Requirement. In the records that come next, find every line with "NORTH". Return those lines.

*** Opening Source records ***

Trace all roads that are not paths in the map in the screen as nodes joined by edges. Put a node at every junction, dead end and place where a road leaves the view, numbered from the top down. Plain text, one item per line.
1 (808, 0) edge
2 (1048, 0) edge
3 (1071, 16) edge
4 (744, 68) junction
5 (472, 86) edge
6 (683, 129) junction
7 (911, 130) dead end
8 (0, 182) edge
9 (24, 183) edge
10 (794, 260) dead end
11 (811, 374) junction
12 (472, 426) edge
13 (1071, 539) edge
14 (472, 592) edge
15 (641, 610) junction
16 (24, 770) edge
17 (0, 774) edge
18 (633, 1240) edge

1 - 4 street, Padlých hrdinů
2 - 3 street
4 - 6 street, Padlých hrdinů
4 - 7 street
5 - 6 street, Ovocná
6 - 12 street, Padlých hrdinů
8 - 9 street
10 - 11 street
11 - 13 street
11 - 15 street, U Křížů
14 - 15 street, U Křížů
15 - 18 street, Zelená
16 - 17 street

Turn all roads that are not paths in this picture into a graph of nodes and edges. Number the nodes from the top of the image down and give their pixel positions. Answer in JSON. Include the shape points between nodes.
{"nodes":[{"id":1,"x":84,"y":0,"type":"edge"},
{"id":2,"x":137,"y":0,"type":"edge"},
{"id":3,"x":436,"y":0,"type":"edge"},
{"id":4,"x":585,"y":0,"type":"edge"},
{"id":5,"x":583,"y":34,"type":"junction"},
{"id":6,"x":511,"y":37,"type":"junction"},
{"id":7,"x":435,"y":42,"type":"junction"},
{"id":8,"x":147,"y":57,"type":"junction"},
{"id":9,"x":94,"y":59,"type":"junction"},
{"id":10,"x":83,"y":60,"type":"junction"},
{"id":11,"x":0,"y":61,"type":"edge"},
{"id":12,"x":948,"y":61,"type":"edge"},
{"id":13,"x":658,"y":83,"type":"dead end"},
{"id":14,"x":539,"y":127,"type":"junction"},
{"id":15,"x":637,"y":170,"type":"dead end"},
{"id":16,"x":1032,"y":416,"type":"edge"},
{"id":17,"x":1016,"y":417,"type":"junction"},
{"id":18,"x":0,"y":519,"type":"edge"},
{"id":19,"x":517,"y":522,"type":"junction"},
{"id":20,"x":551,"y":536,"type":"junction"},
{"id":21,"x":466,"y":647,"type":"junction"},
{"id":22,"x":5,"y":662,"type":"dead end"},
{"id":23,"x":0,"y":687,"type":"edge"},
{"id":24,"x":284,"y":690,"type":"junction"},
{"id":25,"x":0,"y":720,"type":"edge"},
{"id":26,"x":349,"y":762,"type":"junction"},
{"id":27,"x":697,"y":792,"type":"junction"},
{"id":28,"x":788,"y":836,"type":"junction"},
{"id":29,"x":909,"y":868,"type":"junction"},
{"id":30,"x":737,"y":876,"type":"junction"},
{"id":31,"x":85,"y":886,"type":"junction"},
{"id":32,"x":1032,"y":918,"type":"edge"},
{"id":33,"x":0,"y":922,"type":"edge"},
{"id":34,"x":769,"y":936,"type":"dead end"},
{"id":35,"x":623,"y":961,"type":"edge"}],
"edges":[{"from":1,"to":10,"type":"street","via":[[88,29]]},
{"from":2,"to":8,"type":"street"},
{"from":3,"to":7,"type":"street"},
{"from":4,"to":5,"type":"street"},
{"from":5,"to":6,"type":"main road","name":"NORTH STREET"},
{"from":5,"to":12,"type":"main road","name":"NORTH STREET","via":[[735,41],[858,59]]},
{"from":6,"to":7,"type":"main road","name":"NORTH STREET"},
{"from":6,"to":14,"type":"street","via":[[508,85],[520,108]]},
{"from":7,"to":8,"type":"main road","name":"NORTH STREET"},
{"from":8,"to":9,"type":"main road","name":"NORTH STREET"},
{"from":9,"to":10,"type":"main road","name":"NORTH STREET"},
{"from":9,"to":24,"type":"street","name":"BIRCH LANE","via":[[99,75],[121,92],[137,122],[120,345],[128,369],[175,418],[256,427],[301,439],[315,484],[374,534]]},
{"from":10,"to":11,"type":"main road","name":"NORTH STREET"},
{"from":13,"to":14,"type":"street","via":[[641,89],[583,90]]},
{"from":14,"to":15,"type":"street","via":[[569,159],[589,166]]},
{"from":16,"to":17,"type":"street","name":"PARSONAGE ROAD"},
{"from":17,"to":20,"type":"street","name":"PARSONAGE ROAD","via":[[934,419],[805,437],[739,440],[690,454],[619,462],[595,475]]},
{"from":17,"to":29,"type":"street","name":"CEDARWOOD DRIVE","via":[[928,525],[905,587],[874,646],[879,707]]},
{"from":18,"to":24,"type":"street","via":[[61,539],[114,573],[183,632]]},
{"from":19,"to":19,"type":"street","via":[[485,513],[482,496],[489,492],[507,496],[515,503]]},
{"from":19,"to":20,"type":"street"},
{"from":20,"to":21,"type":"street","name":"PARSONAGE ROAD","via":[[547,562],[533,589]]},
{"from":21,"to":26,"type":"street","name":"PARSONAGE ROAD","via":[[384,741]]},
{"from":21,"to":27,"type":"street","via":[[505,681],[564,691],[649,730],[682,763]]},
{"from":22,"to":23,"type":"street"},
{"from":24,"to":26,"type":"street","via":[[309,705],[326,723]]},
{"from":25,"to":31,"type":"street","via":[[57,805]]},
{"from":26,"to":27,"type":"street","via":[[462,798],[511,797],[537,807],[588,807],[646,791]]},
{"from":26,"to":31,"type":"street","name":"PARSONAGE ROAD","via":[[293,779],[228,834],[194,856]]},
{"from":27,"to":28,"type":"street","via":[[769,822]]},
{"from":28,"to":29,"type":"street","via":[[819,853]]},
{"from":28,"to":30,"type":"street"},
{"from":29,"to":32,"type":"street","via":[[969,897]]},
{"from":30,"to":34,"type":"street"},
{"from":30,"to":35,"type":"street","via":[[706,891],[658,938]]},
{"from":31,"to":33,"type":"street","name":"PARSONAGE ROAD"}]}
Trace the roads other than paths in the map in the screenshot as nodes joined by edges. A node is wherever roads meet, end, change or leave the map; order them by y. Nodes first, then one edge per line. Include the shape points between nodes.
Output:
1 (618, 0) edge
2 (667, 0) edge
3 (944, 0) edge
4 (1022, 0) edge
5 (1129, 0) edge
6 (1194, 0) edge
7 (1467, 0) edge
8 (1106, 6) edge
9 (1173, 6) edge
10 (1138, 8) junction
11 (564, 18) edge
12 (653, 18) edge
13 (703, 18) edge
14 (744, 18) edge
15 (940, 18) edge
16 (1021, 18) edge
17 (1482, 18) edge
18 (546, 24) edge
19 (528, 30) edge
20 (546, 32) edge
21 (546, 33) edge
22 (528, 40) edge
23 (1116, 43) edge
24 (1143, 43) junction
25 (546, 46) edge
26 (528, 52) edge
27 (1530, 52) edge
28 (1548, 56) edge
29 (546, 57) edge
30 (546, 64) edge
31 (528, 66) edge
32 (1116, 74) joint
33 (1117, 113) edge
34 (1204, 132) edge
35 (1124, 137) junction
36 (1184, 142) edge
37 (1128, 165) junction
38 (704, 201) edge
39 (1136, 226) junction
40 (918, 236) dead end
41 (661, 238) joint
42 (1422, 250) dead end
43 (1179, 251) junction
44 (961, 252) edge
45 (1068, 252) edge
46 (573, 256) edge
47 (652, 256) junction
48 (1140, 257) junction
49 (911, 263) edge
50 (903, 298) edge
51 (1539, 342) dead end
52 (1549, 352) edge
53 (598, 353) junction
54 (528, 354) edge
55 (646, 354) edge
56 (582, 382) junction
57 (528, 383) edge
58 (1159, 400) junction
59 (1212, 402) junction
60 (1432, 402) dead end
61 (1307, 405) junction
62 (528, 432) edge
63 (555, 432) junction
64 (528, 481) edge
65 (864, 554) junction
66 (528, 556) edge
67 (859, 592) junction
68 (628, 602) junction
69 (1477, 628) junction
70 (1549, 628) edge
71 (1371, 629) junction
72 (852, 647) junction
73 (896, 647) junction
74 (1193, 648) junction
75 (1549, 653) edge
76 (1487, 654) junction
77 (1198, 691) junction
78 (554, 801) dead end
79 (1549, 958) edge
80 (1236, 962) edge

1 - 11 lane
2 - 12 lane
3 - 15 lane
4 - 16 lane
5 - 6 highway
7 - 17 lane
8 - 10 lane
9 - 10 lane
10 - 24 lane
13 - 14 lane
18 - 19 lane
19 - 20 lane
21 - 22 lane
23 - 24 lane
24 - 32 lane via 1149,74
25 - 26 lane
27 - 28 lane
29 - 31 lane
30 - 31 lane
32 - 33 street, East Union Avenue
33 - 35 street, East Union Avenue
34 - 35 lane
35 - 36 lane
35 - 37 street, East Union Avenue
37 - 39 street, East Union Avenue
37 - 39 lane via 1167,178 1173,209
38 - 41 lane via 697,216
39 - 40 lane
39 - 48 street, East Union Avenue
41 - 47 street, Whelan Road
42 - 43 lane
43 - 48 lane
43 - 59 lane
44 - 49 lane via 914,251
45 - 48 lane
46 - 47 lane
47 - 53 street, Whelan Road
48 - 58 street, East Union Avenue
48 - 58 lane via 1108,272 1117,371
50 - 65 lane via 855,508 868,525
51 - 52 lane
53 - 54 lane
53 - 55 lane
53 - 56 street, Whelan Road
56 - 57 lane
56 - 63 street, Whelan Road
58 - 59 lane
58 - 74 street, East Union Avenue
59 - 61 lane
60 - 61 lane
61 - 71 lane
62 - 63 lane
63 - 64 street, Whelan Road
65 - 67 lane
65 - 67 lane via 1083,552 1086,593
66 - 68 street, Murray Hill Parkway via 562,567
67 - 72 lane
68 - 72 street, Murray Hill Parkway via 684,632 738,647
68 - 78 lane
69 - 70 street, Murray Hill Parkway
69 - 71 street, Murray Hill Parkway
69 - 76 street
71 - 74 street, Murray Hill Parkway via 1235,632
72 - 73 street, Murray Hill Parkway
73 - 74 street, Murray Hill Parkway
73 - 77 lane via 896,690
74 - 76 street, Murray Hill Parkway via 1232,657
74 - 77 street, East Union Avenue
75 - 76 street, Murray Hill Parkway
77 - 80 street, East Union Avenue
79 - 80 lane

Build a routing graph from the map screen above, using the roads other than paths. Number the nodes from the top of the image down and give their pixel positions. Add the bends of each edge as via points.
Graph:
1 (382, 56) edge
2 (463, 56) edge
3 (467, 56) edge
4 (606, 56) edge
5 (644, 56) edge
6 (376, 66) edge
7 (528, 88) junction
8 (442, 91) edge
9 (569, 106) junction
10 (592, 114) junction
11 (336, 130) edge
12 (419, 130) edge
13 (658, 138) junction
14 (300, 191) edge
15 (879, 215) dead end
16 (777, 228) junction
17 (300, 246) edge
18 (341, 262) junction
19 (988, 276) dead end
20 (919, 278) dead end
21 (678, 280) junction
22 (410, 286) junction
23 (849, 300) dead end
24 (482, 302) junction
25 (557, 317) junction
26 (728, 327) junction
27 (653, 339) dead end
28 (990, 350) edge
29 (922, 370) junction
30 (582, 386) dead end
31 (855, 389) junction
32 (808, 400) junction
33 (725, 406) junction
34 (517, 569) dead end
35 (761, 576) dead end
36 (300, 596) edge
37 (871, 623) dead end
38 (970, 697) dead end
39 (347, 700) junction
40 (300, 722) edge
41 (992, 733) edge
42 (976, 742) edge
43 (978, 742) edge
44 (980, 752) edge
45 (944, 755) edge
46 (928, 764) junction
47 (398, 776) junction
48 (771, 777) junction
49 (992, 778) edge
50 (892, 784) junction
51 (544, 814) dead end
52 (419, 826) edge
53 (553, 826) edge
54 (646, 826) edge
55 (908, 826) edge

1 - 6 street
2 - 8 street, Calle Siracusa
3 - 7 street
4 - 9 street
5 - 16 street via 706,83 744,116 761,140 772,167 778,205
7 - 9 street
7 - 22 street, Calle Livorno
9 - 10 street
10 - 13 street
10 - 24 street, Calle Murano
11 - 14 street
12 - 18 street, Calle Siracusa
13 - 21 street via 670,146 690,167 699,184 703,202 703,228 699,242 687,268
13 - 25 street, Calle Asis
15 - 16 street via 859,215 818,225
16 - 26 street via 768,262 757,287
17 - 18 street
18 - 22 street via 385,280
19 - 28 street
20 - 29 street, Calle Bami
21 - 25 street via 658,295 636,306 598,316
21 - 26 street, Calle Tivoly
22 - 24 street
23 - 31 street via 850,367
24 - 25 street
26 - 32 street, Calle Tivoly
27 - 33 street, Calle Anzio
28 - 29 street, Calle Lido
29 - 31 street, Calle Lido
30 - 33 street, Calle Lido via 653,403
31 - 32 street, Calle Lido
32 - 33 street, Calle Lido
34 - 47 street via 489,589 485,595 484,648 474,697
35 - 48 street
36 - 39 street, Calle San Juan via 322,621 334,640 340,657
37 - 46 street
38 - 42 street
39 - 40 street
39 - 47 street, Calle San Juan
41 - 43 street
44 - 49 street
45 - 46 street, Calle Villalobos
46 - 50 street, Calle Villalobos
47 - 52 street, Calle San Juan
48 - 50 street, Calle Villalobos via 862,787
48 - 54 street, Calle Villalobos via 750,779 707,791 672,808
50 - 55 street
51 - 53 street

*** Closing Source records ***

Result.
{"from":5,"to":6,"type":"main road","name":"NORTH STREET"},
{"from":5,"to":12,"type":"main road","name":"NORTH STREET","via":[[735,41],[858,59]]},
{"from":6,"to":7,"type":"main road","name":"NORTH STREET"},
{"from":7,"to":8,"type":"main road","name":"NORTH STREET"},
{"from":8,"to":9,"type":"main road","name":"NORTH STREET"},
{"from":9,"to":10,"type":"main road","name":"NORTH STREET"},
{"from":10,"to":11,"type":"main road","name":"NORTH STREET"},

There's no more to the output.